PROMPT: Print each record exactly as it appears, but drop the images.

GIVEN DATA:
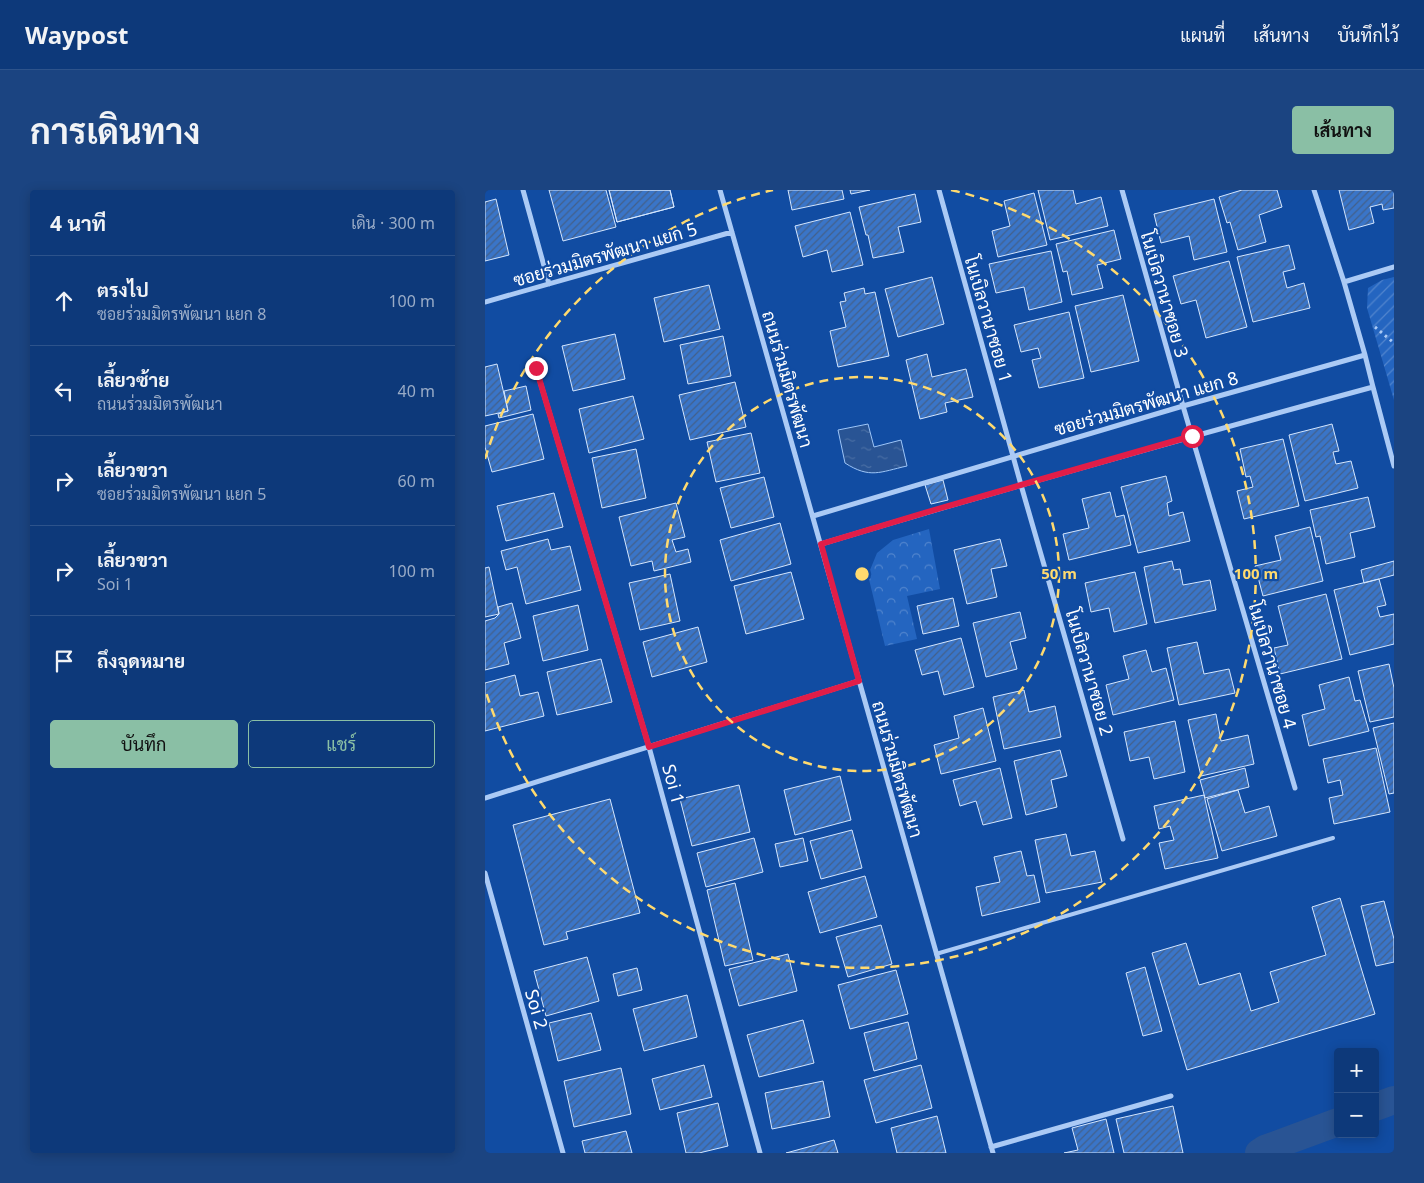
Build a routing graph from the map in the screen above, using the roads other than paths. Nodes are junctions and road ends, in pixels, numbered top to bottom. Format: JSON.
{"nodes":[{"id":1,"x":523,"y":190,"type":"edge"},
{"id":2,"x":720,"y":190,"type":"edge"},
{"id":3,"x":939,"y":190,"type":"edge"},
{"id":4,"x":1122,"y":190,"type":"edge"},
{"id":5,"x":1314,"y":190,"type":"edge"},
{"id":6,"x":732,"y":232,"type":"junction"},
{"id":7,"x":1394,"y":267,"type":"edge"},
{"id":8,"x":1344,"y":282,"type":"junction"},
{"id":9,"x":549,"y":284,"type":"junction"},
{"id":10,"x":485,"y":302,"type":"edge"},
{"id":11,"x":1365,"y":355,"type":"junction"},
{"id":12,"x":536,"y":368,"type":"dead end"},
{"id":13,"x":1373,"y":387,"type":"junction"},
{"id":14,"x":1183,"y":406,"type":"junction"},
{"id":15,"x":1192,"y":436,"type":"junction"},
{"id":16,"x":1013,"y":456,"type":"junction"},
{"id":17,"x":1394,"y":466,"type":"edge"},
{"id":18,"x":1021,"y":485,"type":"junction"},
{"id":19,"x":813,"y":516,"type":"junction"},
{"id":20,"x":821,"y":544,"type":"junction"},
{"id":21,"x":859,"y":681,"type":"junction"},
{"id":22,"x":649,"y":747,"type":"junction"},
{"id":23,"x":1295,"y":788,"type":"dead end"},
{"id":24,"x":485,"y":798,"type":"edge"},
{"id":25,"x":1333,"y":838,"type":"dead end"},
{"id":26,"x":1123,"y":839,"type":"dead end"},
{"id":27,"x":485,"y":873,"type":"edge"},
{"id":28,"x":936,"y":954,"type":"junction"},
{"id":29,"x":1171,"y":1096,"type":"dead end"},
{"id":30,"x":991,"y":1147,"type":"junction"},
{"id":31,"x":563,"y":1153,"type":"edge"},
{"id":32,"x":760,"y":1153,"type":"edge"},
{"id":33,"x":993,"y":1153,"type":"edge"}],
"edges":[{"from":1,"to":9,"type":"street"},
{"from":2,"to":6,"type":"street","name":"ถนนร่วมมิตรพัฒนา"},
{"from":3,"to":16,"type":"street","name":"โนเบิลวานาซอย 1"},
{"from":4,"to":14,"type":"street","name":"โนเบิลวานาซอย 3"},
{"from":5,"to":8,"type":"street"},
{"from":6,"to":9,"type":"street","name":"ซอยร่วมมิตรพัฒนา แยก 5"},
{"from":6,"to":19,"type":"street","name":"ถนนร่วมมิตรพัฒนา"},
{"from":7,"to":8,"type":"street"},
{"from":8,"to":11,"type":"street"},
{"from":9,"to":10,"type":"street","name":"ซอยร่วมมิตรพัฒนา แยก 5"},
{"from":11,"to":13,"type":"street"},
{"from":11,"to":14,"type":"street","name":"ซอยร่วมมิตรพัฒนา แยก 8"},
{"from":12,"to":22,"type":"street","name":"Soi 1"},
{"from":13,"to":15,"type":"street"},
{"from":13,"to":17,"type":"street"},
{"from":14,"to":15,"type":"street","name":"โนเบิลวานาซอย 4"},
{"from":14,"to":16,"type":"street","name":"ซอยร่วมมิตรพัฒนา แยก 8"},
{"from":15,"to":18,"type":"street"},
{"from":15,"to":23,"type":"street","name":"โนเบิลวานาซอย 4"},
{"from":16,"to":18,"type":"street","name":"โนเบิลวานาซอย 2"},
{"from":16,"to":19,"type":"street","name":"ซอยร่วมมิตรพัฒนา แยก 8"},
{"from":18,"to":20,"type":"street"},
{"from":18,"to":26,"type":"street","name":"โนเบิลวานาซอย 2"},
{"from":19,"to":20,"type":"street","name":"ถนนร่วมมิตรพัฒนา"},
{"from":20,"to":21,"type":"street","name":"ถนนร่วมมิตรพัฒนา"},
{"from":21,"to":22,"type":"street"},
{"from":21,"to":28,"type":"street","name":"ถนนร่วมมิตรพัฒนา"},
{"from":22,"to":24,"type":"street"},
{"from":22,"to":32,"type":"street","name":"Soi 1"},
{"from":25,"to":28,"type":"lane"},
{"from":27,"to":31,"type":"street","name":"Soi 2"},
{"from":28,"to":30,"type":"street","name":"ถนนร่วมมิตรพัฒนา"},
{"from":29,"to":30,"type":"street"},
{"from":30,"to":33,"type":"street","name":"ถนนร่วมมิตรพัฒนา"}]}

THE ANSWER:
Build a routing graph from the map in the screen above, using the roads other than paths. Nodes are junctions and road ends, in pixels, numbered top to bottom. Format: JSON.
{"nodes":[{"id":1,"x":523,"y":190,"type":"edge"},
{"id":2,"x":720,"y":190,"type":"edge"},
{"id":3,"x":939,"y":190,"type":"edge"},
{"id":4,"x":1122,"y":190,"type":"edge"},
{"id":5,"x":1314,"y":190,"type":"edge"},
{"id":6,"x":732,"y":232,"type":"junction"},
{"id":7,"x":1394,"y":267,"type":"edge"},
{"id":8,"x":1344,"y":282,"type":"junction"},
{"id":9,"x":549,"y":284,"type":"junction"},
{"id":10,"x":485,"y":302,"type":"edge"},
{"id":11,"x":1365,"y":355,"type":"junction"},
{"id":12,"x":536,"y":368,"type":"dead end"},
{"id":13,"x":1373,"y":387,"type":"junction"},
{"id":14,"x":1183,"y":406,"type":"junction"},
{"id":15,"x":1192,"y":436,"type":"junction"},
{"id":16,"x":1013,"y":456,"type":"junction"},
{"id":17,"x":1394,"y":466,"type":"edge"},
{"id":18,"x":1021,"y":485,"type":"junction"},
{"id":19,"x":813,"y":516,"type":"junction"},
{"id":20,"x":821,"y":544,"type":"junction"},
{"id":21,"x":859,"y":681,"type":"junction"},
{"id":22,"x":649,"y":747,"type":"junction"},
{"id":23,"x":1295,"y":788,"type":"dead end"},
{"id":24,"x":485,"y":798,"type":"edge"},
{"id":25,"x":1333,"y":838,"type":"dead end"},
{"id":26,"x":1123,"y":839,"type":"dead end"},
{"id":27,"x":485,"y":873,"type":"edge"},
{"id":28,"x":936,"y":954,"type":"junction"},
{"id":29,"x":1171,"y":1096,"type":"dead end"},
{"id":30,"x":991,"y":1147,"type":"junction"},
{"id":31,"x":563,"y":1153,"type":"edge"},
{"id":32,"x":760,"y":1153,"type":"edge"},
{"id":33,"x":993,"y":1153,"type":"edge"}],
"edges":[{"from":1,"to":9,"type":"street"},
{"from":2,"to":6,"type":"street","name":"ถนนร่วมมิตรพัฒนา"},
{"from":3,"to":16,"type":"street","name":"โนเบิลวานาซอย 1"},
{"from":4,"to":14,"type":"street","name":"โนเบิลวานาซอย 3"},
{"from":5,"to":8,"type":"street"},
{"from":6,"to":9,"type":"street","name":"ซอยร่วมมิตรพัฒนา แยก 5"},
{"from":6,"to":19,"type":"street","name":"ถนนร่วมมิตรพัฒนา"},
{"from":7,"to":8,"type":"street"},
{"from":8,"to":11,"type":"street"},
{"from":9,"to":10,"type":"street","name":"ซอยร่วมมิตรพัฒนา แยก 5"},
{"from":11,"to":13,"type":"street"},
{"from":11,"to":14,"type":"street","name":"ซอยร่วมมิตรพัฒนา แยก 8"},
{"from":12,"to":22,"type":"street","name":"Soi 1"},
{"from":13,"to":15,"type":"street"},
{"from":13,"to":17,"type":"street"},
{"from":14,"to":15,"type":"street","name":"โนเบิลวานาซอย 4"},
{"from":14,"to":16,"type":"street","name":"ซอยร่วมมิตรพัฒนา แยก 8"},
{"from":15,"to":18,"type":"street"},
{"from":15,"to":23,"type":"street","name":"โนเบิลวานาซอย 4"},
{"from":16,"to":18,"type":"street","name":"โนเบิลวานาซอย 2"},
{"from":16,"to":19,"type":"street","name":"ซอยร่วมมิตรพัฒนา แยก 8"},
{"from":18,"to":20,"type":"street"},
{"from":18,"to":26,"type":"street","name":"โนเบิลวานาซอย 2"},
{"from":19,"to":20,"type":"street","name":"ถนนร่วมมิตรพัฒนา"},
{"from":20,"to":21,"type":"street","name":"ถนนร่วมมิตรพัฒนา"},
{"from":21,"to":22,"type":"street"},
{"from":21,"to":28,"type":"street","name":"ถนนร่วมมิตรพัฒนา"},
{"from":22,"to":24,"type":"street"},
{"from":22,"to":32,"type":"street","name":"Soi 1"},
{"from":25,"to":28,"type":"lane"},
{"from":27,"to":31,"type":"street","name":"Soi 2"},
{"from":28,"to":30,"type":"street","name":"ถนนร่วมมิตรพัฒนา"},
{"from":29,"to":30,"type":"street"},
{"from":30,"to":33,"type":"street","name":"ถนนร่วมมิตรพัฒนา"}]}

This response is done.